As the last 3rd of the book picked up steam, I was particularly interested in the psychology and sociological terminology, perspective and studies Carr brought up to talk about the effects of centralization, de-centralization, control, and the prospects for artificial intelligence in the lives of people.
I’d never before heard the term “bounded rationality” though I’d seen something like it very early in my life as a comic book publisher. EVERYBODY wants a piece of certain talented people. We were fortunate enough to work with, very early on, a few hugely significant artists who lent their talents to our humble project. From those 2 or 3 artists came a flood of other artists who were willing to work with us –I’m sure because we paid well and were good people– but largely on account of the association with those other folks. Rational bounding, as I understand it, explains that we’re not always able to make the most rational decision, and so we are forced to rely on “filters” to screen ideas, people, etc. Our early association with those great artists opened up a lot of other doors to people who would otherwise have no time to rationally consider who my company was, what our projects were, and other factors to weigh in the decision to lend one’s name to a new startup. There’s probably a connection in there somewhere to be made with Gladwell’s Tipping Point types too, though I am reluctant to label any of those talented guys salesmen, mavens, or connectors; but their names definitely provided industry cachet.
Back to The Big Switch, I was fascinated by the inclusion of Schelling’s simple, hypothetical neighborhood experiment which demonstrated how slight preferences yield BIG trends, and alarmed to consider how quickly these are magnified by the speed of the internet!
I’ve also heard many times the concern that while the internet opens up a world of information and richly contrasting opinions in theory, what we actually observe is a system whereby people filter to them only information they want to hear or are likely to agree with in practice. “Ideological amplification” is what Carr calls it, and he’s particular eloquent speaking about the dangers of groupthink on the web and “it’s power to undermine the spirit of compromise and practice of consensus-building that lies at the heart of democracy itself…[Indeed] That the Web will create a more bountiful culture and that it will promote greater harmony and understanding should be treated with skepticism.
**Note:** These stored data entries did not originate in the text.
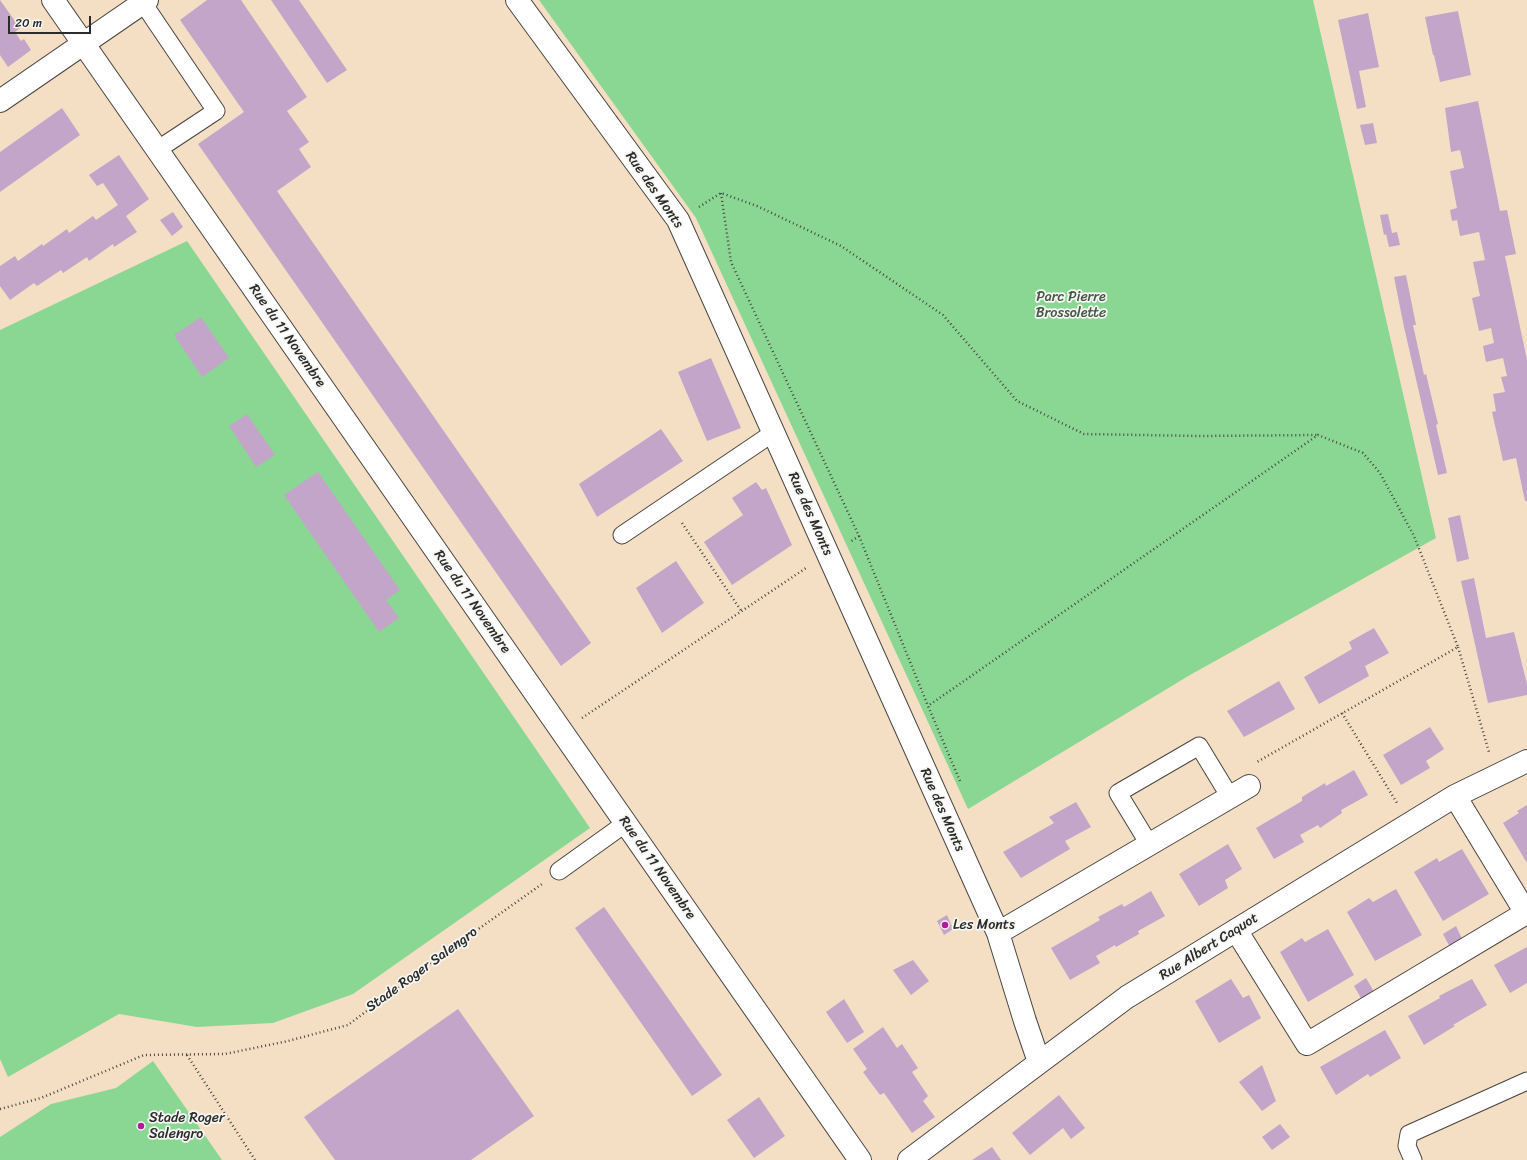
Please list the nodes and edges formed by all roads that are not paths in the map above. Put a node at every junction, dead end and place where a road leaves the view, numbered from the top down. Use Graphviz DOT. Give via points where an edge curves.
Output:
graph roads {
  1 [pos="53,0"];
  2 [pos="517,0"];
  3 [pos="145,1"];
  4 [pos="83,44"];
  5 [pos="0,101"];
  6 [pos="157,150"];
  7 [pos="773,433"];
  8 [pos="622,535"];
  9 [pos="1527,761"];
  10 [pos="1248,786"];
  11 [pos="1455,796"];
  12 [pos="1230,797"];
  13 [pos="626,823"];
  14 [pos="1149,844"];
  15 [pos="566,866"];
  16 [pos="1236,930"];
  17 [pos="998,933"];
  18 [pos="1039,1062"];
  19 [pos="1527,1081"];
  20 [pos="860,1160"];
  21 [pos="909,1160"];
  22 [pos="1413,1160"];
  1 -- 4 [label="street, Rue du 11 Novembre"];
  2 -- 7 [label="street, Rue des Monts" via="678,220"];
  3 -- 4 [label="street"];
  3 -- 6 [label="lane" via="216,111"];
  4 -- 5 [label="street"];
  4 -- 6 [label="street, Rue du 11 Novembre"];
  6 -- 13 [label="street, Rue du 11 Novembre"];
  7 -- 8 [label="lane"];
  7 -- 17 [label="street, Rue des Monts"];
  9 -- 11 [label="street, Rue Albert Caquot"];
  10 -- 12 [label="street"];
  11 -- 16 [label="street, Rue Albert Caquot"];
  11 -- 16 [label="street" via="1526,913 1307,1044"];
  12 -- 14 [label="street"];
  12 -- 14 [label="lane" via="1199,746 1118,793"];
  13 -- 15 [label="lane"];
  13 -- 20 [label="street, Rue du 11 Novembre"];
  14 -- 17 [label="street"];
  16 -- 18 [label="street, Rue Albert Caquot" via="1127,997"];
  17 -- 18 [label="street, Rue des Monts"];
  18 -- 21 [label="street, Rue Albert Caquot"];
  19 -- 22 [label="lane" via="1409,1134 1407,1146"];
}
Cultural impoverishment and social fragmentation seem equally likely outcomes.”
From that reading came an idea, to ME at least, to engage students in an assignment as part of their coursework that asks them to confront something they may have a strong adverse reaction to. Postman may have approved.
Carr writes near the end that ”Technology is amoral, and inventions are routinely deployed in ways their creators neither intend nor sanction…to hold inventors liable for the misuse of their inventions is to indict progress itself.” While I understand and agree with this, a part of me still gets mighty antsy with all the discussion of Google/Skynet’s efforts to develop AI. For me, it’s much clearer how the development of a “better brain beyond our own brain” is a bad idea. I don’t know if it’s my classics training and grounding in the western cult of the individual, but I think that thinking machines would have little patience for the crap we humans do. Logic is inherently inhuman, and if logic and efficiency will drive these new superbrains, it seems logical and efficient to eliminate such wasteful, petty, short-sighted things as Man. I like Man, but I don’t know that other intelligences will share my appreciation for the subtle good mixed in with so much obvious bad. * Note – This is NOT to be construed that I believe in original sin or man’s inherent evil; I reject both notions.